● **EXERCISE PROMPT**
In the entries below, find the string "links" and return each line holding it.

(Stored data entries)

= Beginning of Section =

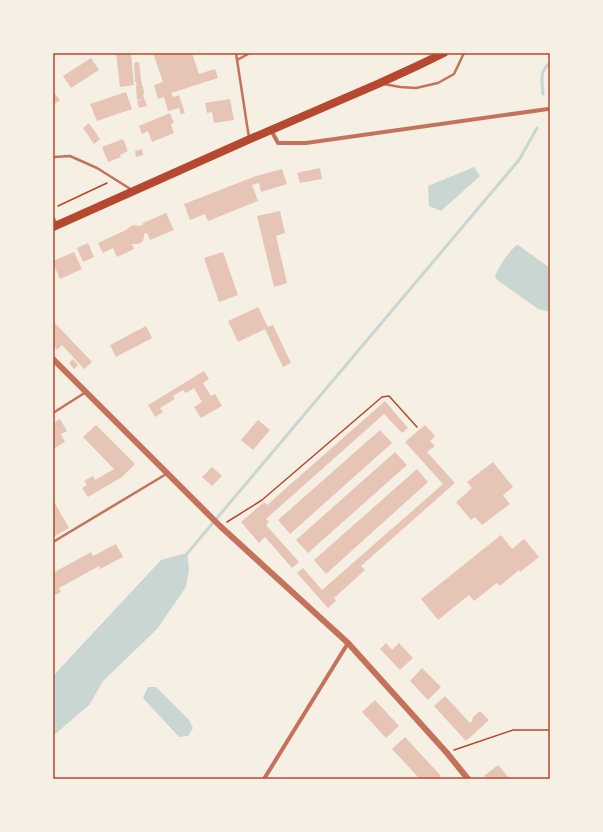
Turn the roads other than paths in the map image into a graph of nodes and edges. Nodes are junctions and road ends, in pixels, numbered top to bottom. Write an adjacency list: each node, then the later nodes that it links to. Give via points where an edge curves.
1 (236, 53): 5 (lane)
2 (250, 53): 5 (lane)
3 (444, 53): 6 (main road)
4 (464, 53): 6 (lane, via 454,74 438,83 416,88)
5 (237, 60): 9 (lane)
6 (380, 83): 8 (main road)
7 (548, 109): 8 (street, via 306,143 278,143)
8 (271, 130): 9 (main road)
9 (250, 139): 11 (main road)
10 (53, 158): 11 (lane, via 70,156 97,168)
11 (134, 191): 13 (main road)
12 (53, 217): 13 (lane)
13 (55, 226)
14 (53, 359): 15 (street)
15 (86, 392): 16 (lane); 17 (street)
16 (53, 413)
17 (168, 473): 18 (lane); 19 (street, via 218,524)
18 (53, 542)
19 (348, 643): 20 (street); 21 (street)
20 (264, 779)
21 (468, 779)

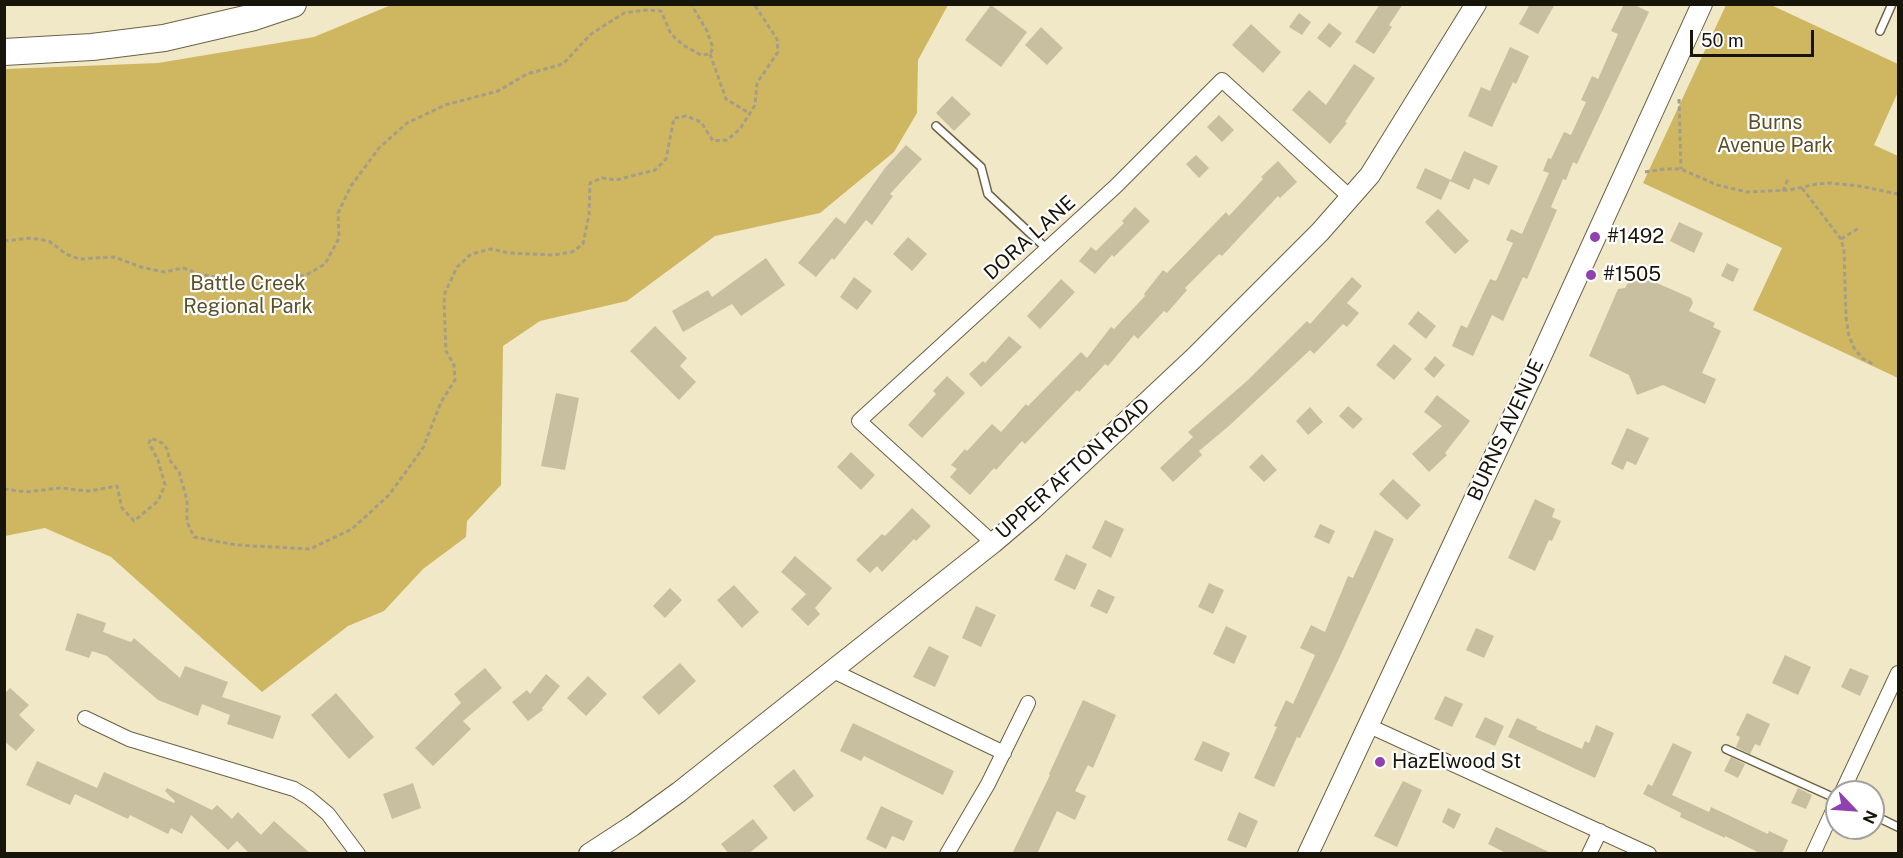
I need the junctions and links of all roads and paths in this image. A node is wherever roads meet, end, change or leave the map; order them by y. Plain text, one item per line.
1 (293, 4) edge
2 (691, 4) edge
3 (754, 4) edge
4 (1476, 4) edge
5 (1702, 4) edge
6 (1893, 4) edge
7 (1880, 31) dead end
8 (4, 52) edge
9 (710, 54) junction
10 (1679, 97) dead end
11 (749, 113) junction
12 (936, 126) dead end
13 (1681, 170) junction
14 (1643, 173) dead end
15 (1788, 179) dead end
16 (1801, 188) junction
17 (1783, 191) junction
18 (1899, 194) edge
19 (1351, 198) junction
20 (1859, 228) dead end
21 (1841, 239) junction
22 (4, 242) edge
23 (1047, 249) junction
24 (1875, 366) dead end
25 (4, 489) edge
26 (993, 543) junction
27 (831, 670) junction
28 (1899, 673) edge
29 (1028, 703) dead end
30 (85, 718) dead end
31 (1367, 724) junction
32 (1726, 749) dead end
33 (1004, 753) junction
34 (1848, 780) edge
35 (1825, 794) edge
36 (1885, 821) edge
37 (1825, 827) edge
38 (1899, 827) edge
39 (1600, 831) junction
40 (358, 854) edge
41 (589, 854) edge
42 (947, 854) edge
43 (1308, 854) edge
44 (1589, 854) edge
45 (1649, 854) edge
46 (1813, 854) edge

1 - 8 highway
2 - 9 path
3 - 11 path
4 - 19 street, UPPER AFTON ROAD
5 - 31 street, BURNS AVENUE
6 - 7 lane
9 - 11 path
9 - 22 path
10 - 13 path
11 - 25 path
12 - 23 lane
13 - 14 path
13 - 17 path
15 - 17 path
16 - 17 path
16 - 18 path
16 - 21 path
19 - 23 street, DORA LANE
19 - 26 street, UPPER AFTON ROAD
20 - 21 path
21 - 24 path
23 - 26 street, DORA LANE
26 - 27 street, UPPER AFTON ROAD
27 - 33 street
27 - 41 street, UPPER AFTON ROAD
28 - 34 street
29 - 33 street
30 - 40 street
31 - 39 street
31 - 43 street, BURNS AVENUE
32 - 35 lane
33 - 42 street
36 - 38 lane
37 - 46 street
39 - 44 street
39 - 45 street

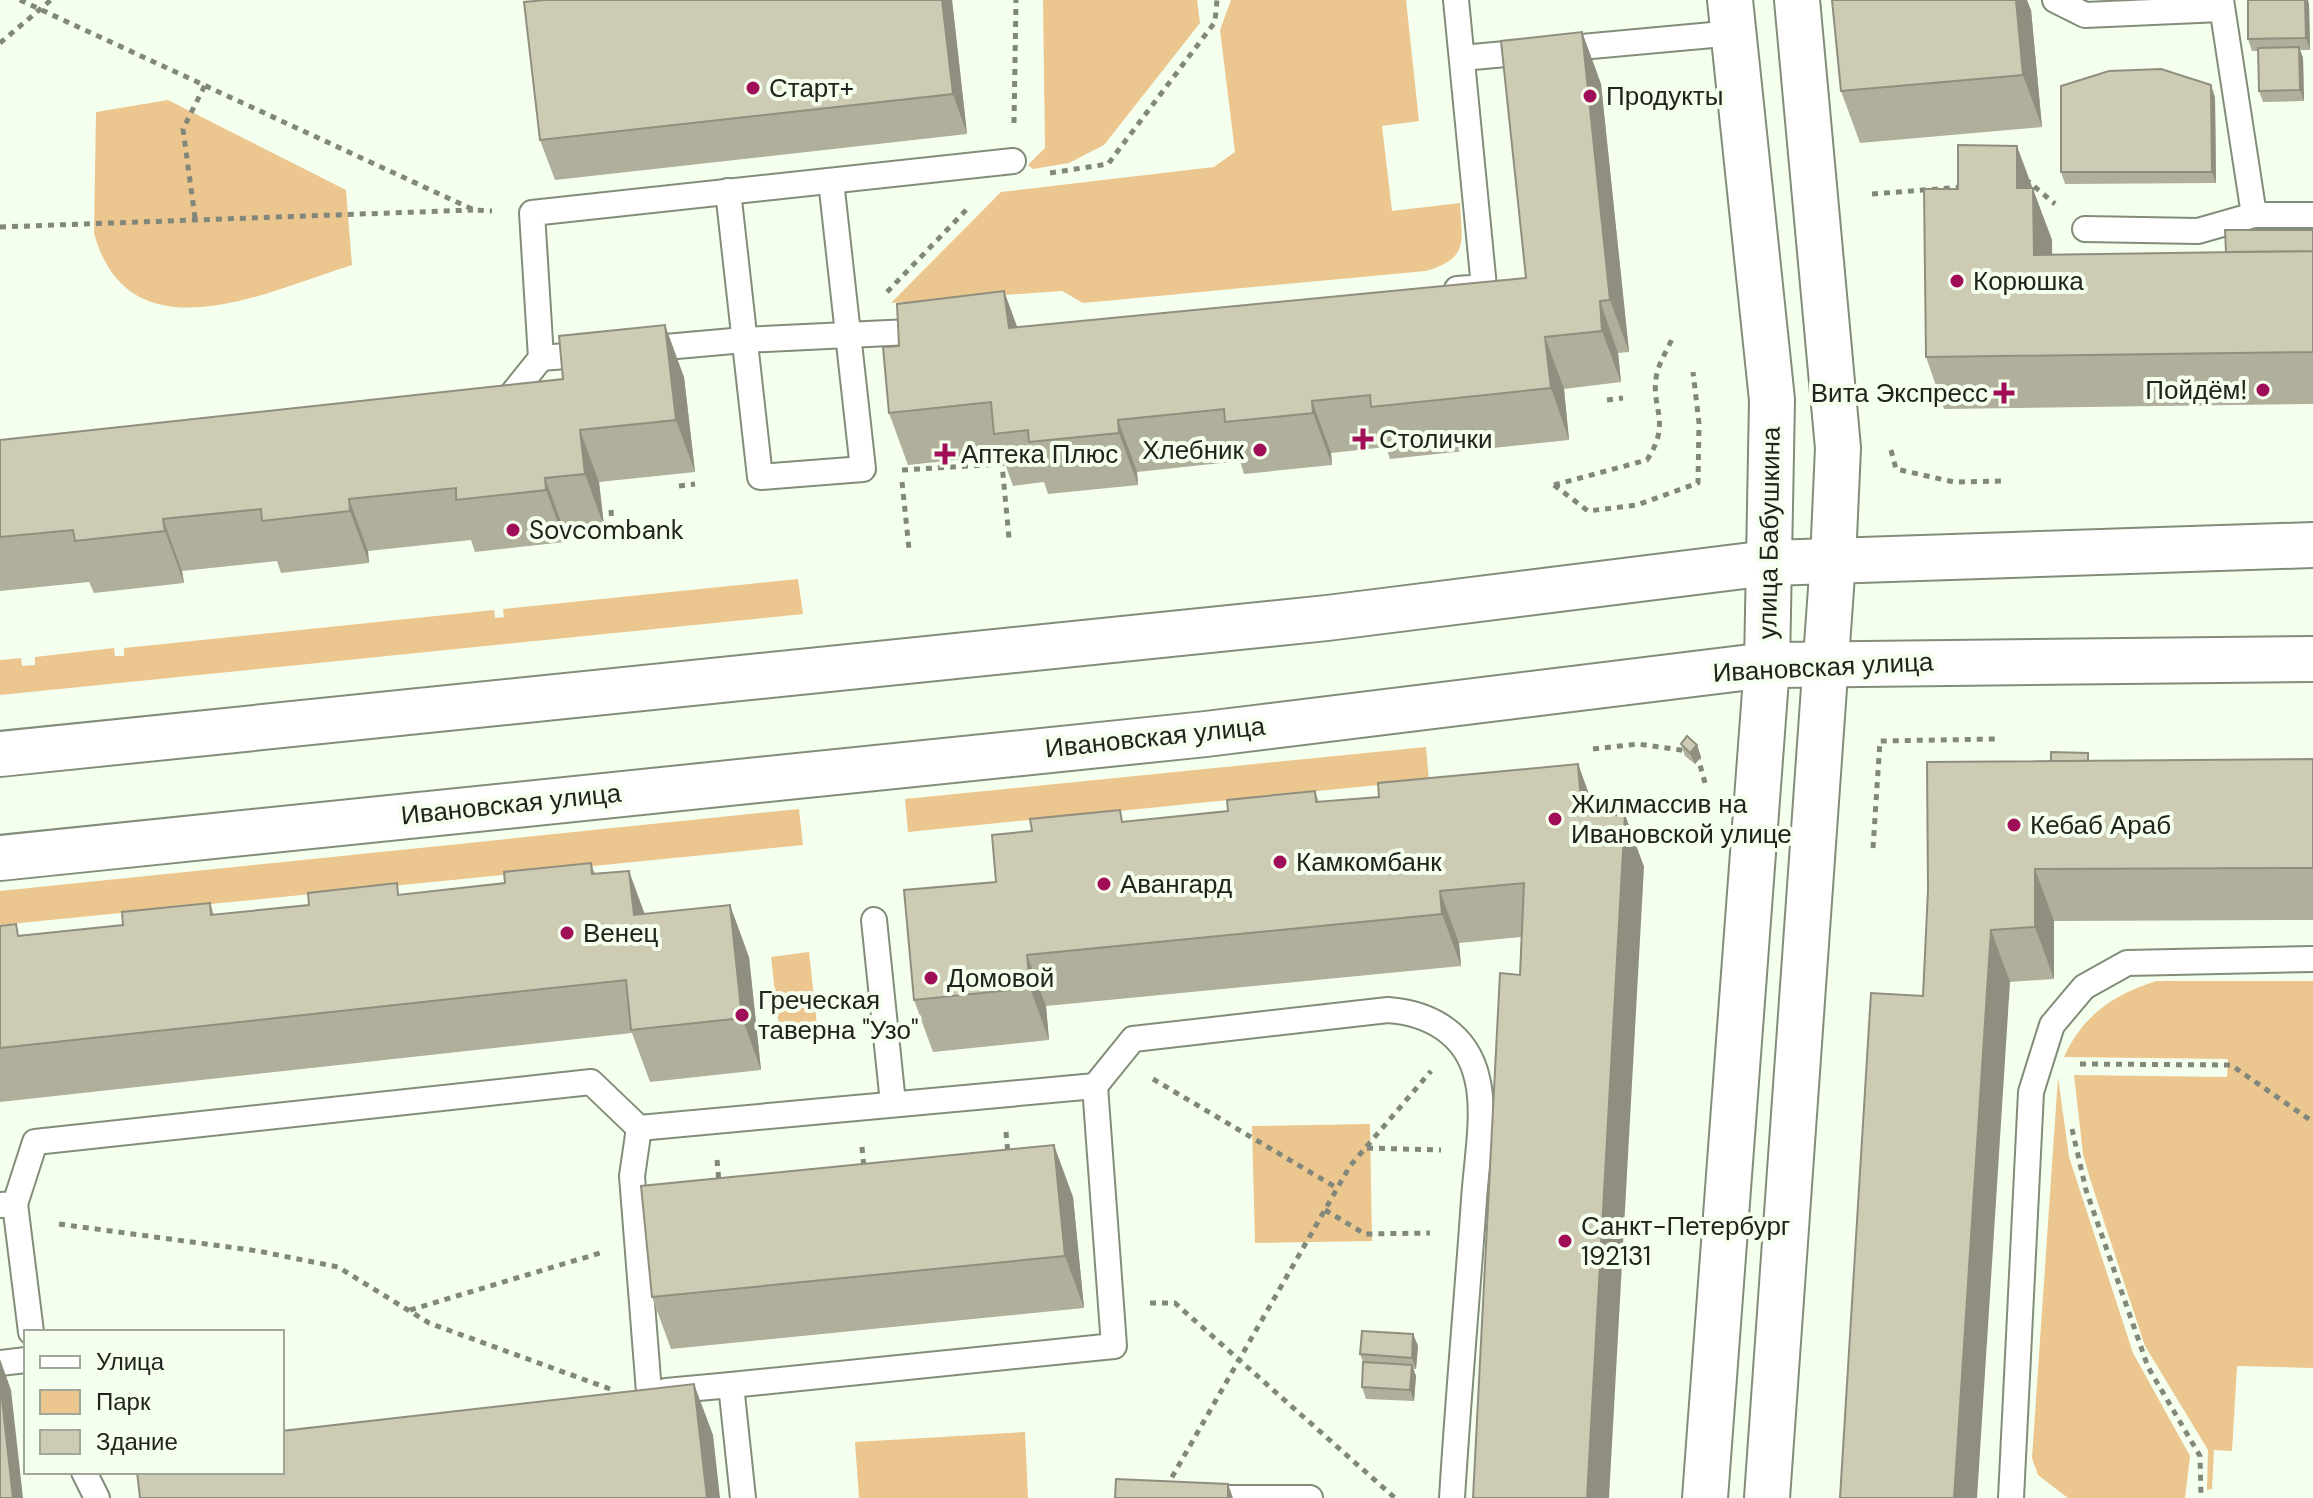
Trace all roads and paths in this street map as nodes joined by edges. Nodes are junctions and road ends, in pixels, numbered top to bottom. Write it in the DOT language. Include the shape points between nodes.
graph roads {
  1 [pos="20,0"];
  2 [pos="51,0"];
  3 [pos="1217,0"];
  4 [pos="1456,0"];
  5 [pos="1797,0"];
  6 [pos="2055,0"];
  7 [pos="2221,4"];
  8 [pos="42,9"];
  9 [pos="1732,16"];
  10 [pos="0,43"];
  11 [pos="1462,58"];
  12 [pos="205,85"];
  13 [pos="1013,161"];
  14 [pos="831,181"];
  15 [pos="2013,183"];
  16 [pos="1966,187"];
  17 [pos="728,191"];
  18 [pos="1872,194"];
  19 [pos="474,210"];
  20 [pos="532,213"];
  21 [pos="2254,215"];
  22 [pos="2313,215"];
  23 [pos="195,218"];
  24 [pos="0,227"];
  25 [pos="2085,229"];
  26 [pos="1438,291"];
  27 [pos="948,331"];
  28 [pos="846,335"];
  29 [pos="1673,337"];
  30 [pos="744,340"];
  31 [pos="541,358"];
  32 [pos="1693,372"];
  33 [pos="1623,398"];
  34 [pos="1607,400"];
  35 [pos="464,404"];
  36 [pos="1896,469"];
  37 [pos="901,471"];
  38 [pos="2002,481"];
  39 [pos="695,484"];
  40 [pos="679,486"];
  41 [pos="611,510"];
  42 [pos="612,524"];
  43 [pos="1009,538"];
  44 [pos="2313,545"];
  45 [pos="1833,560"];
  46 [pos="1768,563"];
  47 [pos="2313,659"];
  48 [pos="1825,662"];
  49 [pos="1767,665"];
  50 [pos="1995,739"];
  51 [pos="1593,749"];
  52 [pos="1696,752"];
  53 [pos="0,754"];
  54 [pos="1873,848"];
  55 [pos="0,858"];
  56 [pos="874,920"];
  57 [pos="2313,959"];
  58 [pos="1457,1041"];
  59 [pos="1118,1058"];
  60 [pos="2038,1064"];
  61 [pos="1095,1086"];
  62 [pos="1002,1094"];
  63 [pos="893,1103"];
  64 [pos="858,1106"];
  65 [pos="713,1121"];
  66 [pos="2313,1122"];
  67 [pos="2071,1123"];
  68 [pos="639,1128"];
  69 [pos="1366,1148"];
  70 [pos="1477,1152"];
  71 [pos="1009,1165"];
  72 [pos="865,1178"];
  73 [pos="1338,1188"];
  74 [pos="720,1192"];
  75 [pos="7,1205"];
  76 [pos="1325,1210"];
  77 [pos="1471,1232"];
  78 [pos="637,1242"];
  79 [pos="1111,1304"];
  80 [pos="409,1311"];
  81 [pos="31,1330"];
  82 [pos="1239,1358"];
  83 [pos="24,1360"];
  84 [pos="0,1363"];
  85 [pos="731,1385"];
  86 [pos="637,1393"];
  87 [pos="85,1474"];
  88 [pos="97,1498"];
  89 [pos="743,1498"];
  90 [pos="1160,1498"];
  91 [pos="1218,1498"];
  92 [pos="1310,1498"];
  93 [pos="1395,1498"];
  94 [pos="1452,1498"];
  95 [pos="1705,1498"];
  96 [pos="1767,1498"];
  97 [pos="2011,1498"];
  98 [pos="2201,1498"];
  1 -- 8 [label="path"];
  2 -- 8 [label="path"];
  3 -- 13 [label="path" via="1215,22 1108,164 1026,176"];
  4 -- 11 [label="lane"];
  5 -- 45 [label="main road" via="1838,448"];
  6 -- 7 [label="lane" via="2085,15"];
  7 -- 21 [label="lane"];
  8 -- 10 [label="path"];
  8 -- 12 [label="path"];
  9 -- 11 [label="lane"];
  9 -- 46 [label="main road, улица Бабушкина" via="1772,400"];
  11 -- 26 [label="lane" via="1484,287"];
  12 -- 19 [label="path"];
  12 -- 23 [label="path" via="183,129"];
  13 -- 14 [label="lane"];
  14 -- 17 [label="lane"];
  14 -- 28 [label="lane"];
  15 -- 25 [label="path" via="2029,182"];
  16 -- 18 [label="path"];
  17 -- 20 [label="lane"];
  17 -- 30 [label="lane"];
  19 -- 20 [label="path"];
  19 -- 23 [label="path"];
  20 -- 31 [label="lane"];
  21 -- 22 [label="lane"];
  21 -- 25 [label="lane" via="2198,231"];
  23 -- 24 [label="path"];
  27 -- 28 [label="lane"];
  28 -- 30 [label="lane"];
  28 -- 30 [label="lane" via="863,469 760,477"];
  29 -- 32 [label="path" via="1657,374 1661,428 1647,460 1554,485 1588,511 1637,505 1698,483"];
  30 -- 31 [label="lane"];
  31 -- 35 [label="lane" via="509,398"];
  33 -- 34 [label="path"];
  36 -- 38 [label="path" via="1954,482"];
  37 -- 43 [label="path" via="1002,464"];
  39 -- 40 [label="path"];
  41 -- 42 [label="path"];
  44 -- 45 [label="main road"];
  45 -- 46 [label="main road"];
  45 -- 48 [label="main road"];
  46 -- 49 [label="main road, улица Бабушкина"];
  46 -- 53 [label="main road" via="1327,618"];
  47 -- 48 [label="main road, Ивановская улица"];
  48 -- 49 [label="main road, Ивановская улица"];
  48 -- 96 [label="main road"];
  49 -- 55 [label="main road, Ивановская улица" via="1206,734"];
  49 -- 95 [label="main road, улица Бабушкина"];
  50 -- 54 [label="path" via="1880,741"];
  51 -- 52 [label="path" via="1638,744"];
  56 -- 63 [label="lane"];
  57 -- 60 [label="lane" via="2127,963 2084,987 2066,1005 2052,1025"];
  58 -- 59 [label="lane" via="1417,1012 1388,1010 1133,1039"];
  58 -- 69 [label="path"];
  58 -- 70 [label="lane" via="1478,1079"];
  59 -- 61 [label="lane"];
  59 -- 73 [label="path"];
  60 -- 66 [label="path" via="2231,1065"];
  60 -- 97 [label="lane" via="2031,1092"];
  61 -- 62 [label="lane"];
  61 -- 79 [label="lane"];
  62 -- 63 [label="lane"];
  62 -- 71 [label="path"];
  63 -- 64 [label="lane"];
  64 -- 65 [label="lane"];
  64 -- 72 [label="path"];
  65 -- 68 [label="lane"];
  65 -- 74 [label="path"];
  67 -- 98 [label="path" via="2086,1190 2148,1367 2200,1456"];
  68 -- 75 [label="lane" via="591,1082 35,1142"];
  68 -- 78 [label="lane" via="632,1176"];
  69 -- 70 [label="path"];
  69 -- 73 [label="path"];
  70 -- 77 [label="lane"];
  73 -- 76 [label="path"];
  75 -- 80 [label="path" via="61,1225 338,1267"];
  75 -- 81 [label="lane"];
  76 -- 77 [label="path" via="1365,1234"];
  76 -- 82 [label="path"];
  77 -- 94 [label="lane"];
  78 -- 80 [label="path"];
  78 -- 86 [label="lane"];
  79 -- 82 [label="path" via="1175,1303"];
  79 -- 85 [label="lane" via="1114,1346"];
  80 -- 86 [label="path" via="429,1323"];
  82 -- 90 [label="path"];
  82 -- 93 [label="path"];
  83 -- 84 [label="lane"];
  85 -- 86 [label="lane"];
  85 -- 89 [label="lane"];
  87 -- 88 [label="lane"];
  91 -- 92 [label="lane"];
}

= End of Section =

● **RESULT**
Turn the roads other than paths in the map image into a graph of nodes and edges. Nodes are junctions and road ends, in pixels, numbered top to bottom. Write an adjacency list: each node, then the later nodes that it links to. Give via points where an edge curves.
I need the junctions and links of all roads and paths in this image. A node is wherever roads meet, end, change or leave the map; order them by y. Plain text, one item per line.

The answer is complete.